DESCRIPTION: N-polar GaN has demonstrated breakthrough high-power density performance in the W-band, and matched or exceeded power performance of traditional Ga-polar GaN at lower frequencies including X and Ka-band. GaN transistors and monolithic microwave integrated circuits (MMICs) today are expensive, with a significant portion of the cost coming from the Silicon Carbide (SiC) substrates and their smaller diameters (200 mm substrates will lower MMIC cost by 6X for low cost substrates). Alternate substrates will be lower thermal conductivity and/or increased microwave loss, the impact of which should be considered. A single epitaxial structure will lead to a 50% reduction in integration cost of an LNA, Power Amplifier (PA) and transmit / receive (TR) switch. Tradeoffs in performance of individual circuits is anticipated in order to meet the topic objectives in a single device epilayer structure. Examples for the current state of the art for Ga-polar GaN HEMT on SiC follow; HRLís T4A process provides excellent NFmin below 1 dB at 30 GHz and approximately 0.5 W/mm power density. Ga-polar GaN-on-SiC HEMT's data at 94 GHz at 2 W/mm and 22% power-added-efficiency (PAE) has been reported. Nitrogen polar (N-polar) GaN HEMTs, at 94 GHz, have demonstrated ~9 W/mm at 28% PAE on SiC and 4 W/mm, 30% PAE on Sapphire. N-polar GaN LNA's have not been reported. Availability of N-polar GaN device materials in substrate diameters from 100-200 mm is being established through DoD investment in technology transition and manufacturing.

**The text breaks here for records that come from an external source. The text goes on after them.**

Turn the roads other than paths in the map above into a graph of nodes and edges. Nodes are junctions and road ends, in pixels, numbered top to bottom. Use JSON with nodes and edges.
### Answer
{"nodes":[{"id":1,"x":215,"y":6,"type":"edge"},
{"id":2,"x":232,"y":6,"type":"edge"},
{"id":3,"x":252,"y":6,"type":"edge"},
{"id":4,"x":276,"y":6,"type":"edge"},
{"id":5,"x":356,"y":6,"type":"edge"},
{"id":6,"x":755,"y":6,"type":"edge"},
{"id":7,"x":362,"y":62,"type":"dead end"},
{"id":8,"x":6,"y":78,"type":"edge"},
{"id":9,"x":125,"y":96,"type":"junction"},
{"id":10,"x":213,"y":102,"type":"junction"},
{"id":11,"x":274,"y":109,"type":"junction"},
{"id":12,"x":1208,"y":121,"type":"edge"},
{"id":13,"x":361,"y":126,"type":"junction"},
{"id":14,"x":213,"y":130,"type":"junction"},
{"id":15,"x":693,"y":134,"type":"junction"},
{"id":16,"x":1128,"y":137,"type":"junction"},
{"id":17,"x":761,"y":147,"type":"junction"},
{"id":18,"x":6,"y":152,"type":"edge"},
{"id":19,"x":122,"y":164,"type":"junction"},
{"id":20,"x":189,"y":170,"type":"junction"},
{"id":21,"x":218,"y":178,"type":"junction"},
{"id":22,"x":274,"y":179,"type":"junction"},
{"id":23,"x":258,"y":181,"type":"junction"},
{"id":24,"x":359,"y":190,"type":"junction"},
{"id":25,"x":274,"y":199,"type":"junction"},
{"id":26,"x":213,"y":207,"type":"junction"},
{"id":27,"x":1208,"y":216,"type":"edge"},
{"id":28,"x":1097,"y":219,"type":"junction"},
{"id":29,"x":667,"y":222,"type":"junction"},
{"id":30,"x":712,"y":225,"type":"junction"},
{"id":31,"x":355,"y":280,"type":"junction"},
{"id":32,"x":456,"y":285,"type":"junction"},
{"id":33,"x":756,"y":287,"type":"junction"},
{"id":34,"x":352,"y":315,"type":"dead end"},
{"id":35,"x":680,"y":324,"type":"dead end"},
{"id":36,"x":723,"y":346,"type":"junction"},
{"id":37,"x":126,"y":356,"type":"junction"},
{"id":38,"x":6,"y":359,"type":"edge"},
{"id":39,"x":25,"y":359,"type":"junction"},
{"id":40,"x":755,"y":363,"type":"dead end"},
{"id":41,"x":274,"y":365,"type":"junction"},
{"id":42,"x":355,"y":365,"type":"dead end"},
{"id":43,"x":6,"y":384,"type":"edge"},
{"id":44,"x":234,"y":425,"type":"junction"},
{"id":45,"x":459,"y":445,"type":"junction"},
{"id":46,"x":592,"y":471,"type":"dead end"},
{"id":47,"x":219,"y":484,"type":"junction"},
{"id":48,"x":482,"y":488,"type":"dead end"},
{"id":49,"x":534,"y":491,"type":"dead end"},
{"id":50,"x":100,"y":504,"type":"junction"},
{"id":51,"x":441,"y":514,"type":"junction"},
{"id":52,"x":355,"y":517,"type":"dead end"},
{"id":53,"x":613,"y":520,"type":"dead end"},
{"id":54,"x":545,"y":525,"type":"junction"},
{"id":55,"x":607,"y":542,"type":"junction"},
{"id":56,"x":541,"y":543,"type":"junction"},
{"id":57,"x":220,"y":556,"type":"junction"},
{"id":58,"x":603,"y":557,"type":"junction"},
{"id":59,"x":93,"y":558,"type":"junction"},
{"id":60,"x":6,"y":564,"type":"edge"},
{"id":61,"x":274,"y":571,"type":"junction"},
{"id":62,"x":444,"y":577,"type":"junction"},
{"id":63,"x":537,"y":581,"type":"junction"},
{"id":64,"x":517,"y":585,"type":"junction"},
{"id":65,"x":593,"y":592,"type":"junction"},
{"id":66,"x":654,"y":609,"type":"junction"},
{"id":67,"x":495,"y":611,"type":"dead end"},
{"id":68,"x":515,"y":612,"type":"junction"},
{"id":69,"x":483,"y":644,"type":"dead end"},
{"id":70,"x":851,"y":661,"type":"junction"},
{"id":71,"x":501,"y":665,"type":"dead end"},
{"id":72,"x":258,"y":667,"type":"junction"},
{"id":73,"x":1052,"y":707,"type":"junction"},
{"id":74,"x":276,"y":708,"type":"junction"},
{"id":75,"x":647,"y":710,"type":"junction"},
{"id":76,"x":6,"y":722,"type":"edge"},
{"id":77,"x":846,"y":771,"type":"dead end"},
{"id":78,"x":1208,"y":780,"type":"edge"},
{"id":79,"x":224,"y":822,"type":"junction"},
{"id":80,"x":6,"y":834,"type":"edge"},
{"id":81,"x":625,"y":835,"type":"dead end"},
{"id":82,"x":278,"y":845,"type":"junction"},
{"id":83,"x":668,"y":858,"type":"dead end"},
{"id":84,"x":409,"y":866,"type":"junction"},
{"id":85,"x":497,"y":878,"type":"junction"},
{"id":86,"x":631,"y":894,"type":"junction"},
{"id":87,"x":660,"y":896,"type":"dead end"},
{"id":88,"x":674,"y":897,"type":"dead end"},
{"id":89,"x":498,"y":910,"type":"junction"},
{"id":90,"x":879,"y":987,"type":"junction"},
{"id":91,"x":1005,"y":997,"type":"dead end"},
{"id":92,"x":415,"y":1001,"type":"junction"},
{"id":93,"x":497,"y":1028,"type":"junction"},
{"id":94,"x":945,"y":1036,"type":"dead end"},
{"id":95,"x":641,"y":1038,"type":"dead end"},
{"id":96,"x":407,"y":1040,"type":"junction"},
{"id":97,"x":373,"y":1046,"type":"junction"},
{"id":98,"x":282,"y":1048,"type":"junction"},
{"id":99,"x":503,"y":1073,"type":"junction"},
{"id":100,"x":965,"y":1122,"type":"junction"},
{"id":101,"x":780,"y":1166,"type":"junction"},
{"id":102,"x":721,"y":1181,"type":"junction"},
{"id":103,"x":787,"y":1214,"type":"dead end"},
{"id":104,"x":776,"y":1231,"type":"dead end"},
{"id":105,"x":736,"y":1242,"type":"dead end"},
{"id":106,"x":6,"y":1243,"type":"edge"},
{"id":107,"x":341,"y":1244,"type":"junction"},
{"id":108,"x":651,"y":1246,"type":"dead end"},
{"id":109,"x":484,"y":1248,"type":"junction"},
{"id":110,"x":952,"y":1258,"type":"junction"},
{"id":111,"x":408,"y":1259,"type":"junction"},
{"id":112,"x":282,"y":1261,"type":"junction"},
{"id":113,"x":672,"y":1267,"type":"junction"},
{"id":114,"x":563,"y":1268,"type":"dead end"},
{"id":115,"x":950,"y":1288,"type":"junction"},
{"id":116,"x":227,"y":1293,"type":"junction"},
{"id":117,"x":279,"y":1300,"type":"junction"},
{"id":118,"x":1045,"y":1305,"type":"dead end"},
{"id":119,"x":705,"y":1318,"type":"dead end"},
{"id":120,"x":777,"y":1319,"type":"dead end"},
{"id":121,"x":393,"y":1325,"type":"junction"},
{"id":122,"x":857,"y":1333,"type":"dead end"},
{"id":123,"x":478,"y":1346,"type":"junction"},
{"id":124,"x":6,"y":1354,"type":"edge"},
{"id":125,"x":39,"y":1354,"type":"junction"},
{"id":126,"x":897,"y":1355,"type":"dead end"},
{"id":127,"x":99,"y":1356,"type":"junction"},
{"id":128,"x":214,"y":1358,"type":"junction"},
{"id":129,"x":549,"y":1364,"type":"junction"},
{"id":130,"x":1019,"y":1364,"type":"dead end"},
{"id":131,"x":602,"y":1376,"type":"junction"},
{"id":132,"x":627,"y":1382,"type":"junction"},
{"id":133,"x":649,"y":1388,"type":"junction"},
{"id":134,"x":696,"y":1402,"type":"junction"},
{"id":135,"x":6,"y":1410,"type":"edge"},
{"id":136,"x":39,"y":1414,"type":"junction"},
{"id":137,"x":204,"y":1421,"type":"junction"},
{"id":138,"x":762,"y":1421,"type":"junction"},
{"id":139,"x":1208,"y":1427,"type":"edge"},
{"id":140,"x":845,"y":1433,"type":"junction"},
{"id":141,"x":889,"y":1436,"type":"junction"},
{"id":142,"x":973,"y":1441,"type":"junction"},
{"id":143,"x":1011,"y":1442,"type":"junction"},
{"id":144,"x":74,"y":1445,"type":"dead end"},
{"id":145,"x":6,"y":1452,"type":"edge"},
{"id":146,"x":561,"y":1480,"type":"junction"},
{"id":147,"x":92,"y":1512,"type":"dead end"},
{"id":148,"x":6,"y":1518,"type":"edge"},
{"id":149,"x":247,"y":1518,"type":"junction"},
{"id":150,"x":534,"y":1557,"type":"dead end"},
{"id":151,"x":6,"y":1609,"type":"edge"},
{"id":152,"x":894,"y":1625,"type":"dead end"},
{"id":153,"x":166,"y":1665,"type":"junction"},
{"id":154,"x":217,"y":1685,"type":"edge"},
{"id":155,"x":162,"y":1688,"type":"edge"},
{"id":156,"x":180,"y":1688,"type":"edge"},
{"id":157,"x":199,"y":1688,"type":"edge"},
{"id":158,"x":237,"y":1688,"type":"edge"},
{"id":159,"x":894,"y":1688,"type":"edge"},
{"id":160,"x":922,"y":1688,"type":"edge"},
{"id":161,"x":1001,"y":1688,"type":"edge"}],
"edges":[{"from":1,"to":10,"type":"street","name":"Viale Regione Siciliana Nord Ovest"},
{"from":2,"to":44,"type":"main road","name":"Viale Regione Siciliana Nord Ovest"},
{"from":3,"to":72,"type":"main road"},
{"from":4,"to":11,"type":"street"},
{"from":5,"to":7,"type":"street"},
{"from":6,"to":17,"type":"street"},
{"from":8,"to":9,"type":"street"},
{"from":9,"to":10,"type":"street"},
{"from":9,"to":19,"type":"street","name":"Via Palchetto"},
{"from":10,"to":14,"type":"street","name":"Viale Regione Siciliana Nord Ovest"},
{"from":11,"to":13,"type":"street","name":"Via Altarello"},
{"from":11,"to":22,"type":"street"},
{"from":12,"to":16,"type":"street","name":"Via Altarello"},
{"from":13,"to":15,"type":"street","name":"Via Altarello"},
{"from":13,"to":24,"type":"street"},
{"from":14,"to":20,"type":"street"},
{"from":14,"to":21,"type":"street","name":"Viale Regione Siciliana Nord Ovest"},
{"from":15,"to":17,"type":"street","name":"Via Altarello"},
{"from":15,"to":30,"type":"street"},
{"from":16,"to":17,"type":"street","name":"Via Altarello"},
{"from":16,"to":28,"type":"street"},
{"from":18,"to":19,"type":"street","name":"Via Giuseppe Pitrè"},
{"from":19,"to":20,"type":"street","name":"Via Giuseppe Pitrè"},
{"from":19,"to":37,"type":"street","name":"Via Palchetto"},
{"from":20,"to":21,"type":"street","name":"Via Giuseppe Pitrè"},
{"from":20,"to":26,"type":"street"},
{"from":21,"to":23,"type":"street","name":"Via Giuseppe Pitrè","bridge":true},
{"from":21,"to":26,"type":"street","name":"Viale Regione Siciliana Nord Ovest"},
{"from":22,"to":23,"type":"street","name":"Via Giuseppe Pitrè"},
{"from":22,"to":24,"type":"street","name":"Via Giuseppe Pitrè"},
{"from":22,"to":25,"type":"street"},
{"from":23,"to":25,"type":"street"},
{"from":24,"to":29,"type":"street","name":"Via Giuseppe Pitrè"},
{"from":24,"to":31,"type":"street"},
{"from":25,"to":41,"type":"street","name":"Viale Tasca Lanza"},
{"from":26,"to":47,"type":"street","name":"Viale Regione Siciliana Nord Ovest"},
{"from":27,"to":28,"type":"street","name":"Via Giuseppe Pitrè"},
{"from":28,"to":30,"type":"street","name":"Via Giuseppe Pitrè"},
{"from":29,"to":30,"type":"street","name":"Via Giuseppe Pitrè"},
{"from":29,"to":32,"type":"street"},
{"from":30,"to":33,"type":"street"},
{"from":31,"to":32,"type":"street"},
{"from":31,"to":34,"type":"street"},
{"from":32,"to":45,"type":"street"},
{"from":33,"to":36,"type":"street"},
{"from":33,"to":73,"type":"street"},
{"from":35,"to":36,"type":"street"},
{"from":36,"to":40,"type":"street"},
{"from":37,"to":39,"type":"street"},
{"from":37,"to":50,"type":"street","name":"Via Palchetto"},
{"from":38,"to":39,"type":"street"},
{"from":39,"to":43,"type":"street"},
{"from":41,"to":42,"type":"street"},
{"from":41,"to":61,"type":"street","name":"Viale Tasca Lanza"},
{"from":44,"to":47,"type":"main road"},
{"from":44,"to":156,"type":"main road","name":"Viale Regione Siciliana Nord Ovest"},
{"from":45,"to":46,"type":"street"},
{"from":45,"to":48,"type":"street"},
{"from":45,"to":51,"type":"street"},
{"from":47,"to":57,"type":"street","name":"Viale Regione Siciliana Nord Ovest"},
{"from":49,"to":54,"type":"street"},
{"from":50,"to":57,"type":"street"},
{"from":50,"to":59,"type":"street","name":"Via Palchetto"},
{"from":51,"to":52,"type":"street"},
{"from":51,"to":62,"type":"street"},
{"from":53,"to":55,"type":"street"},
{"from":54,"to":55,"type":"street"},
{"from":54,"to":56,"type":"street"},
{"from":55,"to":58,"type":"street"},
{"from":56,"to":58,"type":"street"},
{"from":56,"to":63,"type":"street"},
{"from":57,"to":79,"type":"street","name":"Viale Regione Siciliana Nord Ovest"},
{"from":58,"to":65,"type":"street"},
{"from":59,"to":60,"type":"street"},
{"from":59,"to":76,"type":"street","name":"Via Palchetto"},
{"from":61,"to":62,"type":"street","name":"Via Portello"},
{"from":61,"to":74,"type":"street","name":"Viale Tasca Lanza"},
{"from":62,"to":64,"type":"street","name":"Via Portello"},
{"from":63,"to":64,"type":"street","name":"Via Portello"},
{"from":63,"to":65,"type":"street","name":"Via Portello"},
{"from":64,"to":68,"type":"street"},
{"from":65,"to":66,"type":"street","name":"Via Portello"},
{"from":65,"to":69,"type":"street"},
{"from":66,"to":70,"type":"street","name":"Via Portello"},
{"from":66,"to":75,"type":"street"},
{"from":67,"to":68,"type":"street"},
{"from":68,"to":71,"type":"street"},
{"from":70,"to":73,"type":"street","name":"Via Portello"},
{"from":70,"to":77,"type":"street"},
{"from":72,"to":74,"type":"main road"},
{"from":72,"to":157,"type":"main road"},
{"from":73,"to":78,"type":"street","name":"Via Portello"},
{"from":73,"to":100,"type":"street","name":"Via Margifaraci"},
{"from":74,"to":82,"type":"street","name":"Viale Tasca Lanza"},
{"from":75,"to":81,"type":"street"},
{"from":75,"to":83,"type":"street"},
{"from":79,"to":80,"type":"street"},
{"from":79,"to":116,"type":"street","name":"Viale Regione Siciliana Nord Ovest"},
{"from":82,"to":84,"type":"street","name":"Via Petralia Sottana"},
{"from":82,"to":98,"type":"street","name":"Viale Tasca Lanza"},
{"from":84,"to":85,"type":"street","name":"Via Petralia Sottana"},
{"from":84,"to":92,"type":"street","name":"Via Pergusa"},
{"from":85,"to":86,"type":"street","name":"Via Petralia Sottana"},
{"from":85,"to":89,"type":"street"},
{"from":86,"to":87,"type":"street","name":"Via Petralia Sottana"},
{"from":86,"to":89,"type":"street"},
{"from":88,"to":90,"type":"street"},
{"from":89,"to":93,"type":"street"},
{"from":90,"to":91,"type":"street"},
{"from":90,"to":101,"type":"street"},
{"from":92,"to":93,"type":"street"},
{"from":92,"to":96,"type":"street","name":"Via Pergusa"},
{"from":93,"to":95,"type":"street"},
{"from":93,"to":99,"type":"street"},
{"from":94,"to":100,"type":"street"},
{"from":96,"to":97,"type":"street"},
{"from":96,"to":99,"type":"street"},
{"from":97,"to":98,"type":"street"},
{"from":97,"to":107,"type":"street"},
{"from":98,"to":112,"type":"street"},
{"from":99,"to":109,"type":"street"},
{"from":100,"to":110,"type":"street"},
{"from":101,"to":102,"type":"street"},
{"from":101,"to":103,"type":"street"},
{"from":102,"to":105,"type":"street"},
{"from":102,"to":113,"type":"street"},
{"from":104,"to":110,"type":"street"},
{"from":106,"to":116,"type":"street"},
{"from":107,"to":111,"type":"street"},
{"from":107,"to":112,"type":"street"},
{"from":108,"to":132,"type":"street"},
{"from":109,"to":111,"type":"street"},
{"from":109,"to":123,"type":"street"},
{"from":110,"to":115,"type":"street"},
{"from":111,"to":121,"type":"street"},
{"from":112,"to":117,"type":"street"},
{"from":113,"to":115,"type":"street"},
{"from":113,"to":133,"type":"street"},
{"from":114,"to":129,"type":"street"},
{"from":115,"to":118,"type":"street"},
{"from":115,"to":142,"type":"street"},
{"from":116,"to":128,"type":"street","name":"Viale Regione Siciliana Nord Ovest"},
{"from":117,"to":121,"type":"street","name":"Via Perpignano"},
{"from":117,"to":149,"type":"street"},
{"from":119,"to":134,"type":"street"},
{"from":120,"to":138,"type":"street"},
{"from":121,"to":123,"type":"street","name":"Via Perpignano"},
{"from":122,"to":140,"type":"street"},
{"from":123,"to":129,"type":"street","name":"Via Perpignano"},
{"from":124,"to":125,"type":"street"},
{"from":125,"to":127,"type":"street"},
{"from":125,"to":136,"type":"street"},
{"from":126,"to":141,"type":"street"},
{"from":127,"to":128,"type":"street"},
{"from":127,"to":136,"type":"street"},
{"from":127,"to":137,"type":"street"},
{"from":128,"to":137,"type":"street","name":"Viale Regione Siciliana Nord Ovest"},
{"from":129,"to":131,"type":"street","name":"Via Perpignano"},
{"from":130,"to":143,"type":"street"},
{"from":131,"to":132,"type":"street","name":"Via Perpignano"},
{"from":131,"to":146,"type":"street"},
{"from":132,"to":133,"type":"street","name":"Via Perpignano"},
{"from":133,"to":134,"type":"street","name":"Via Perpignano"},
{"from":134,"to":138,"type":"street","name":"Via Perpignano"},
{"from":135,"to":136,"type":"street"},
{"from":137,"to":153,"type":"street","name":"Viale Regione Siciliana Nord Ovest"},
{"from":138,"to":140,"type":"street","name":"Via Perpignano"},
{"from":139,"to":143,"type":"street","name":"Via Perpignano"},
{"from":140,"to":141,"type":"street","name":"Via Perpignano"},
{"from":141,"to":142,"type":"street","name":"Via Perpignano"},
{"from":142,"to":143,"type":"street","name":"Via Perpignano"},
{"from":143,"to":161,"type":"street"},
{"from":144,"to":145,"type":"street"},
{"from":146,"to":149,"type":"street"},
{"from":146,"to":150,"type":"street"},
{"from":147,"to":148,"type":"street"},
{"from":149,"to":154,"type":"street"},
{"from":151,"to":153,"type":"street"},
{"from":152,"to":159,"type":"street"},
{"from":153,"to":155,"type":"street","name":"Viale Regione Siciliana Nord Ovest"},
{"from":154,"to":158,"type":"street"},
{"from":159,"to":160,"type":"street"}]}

PHASE I: Design and fabricate a low noise N-polar GaN HEMT device with noise figure (NF) min <3 dB at 83 GHz and <1 dB at 30 GHz, with epitaxy grown on a low-cost substrate and with an epitaxial design capable of supporting both power amplifier devices with >4 W/mm and >25% PAE and transmit/receive (T/R) switches. Characterize noise and S-parameters and extract noise and linear models. Develop a Phase II plan.
PHASE II: Refine the design of and fabricate a prototype E-band 81-86 GHz LNA demonstrating <3.5 dB NFmin and >15 dB gain. Characterize the noise and small-signal performance. On the same wafer, fabricate split path, double throw (SPDT) T/R switches and characterize their performance at small and large signal level under continuous wave (CW) conditions. Based on the measured performance, survey and identify E-band transceiver applications for the Phase II results.
PHASE III DUAL USE APPLICATIONS: There are many emerging transceiver applications for both DoD and commercial systems for E-band. The U.S. Federal Communications Commission has established that portions of E-band are available in the U.S. for high density, high data rate wireless services that will enable point-to-point communications, SATCOM, and 5G services. The International Telecommunication Union permits several bands for radio and satellite operations. For example, SpaceX has applied to use portions of E-band in their Starlink Gen2 satellite constellation. E-band will enable new high-resolution imaging and surveillance sensors for DoD systems and commercial applications such autonomous vehicles. In Phase III, transition and demonstrate the N-polar device fabrication to a full wafer fabrication at wafer diameters > 150 mm. Refine the designs developed in the Phase II. Based on the phase II application survey for an E-band transceiver application, develop the TR module specifications to satisfy this application. Design and fabricate a prototype integrated TR module and package into a waveguide housing with all bias and control signals integrated. Characterize under relevant operating conditions. Based on the results, further refine the designs.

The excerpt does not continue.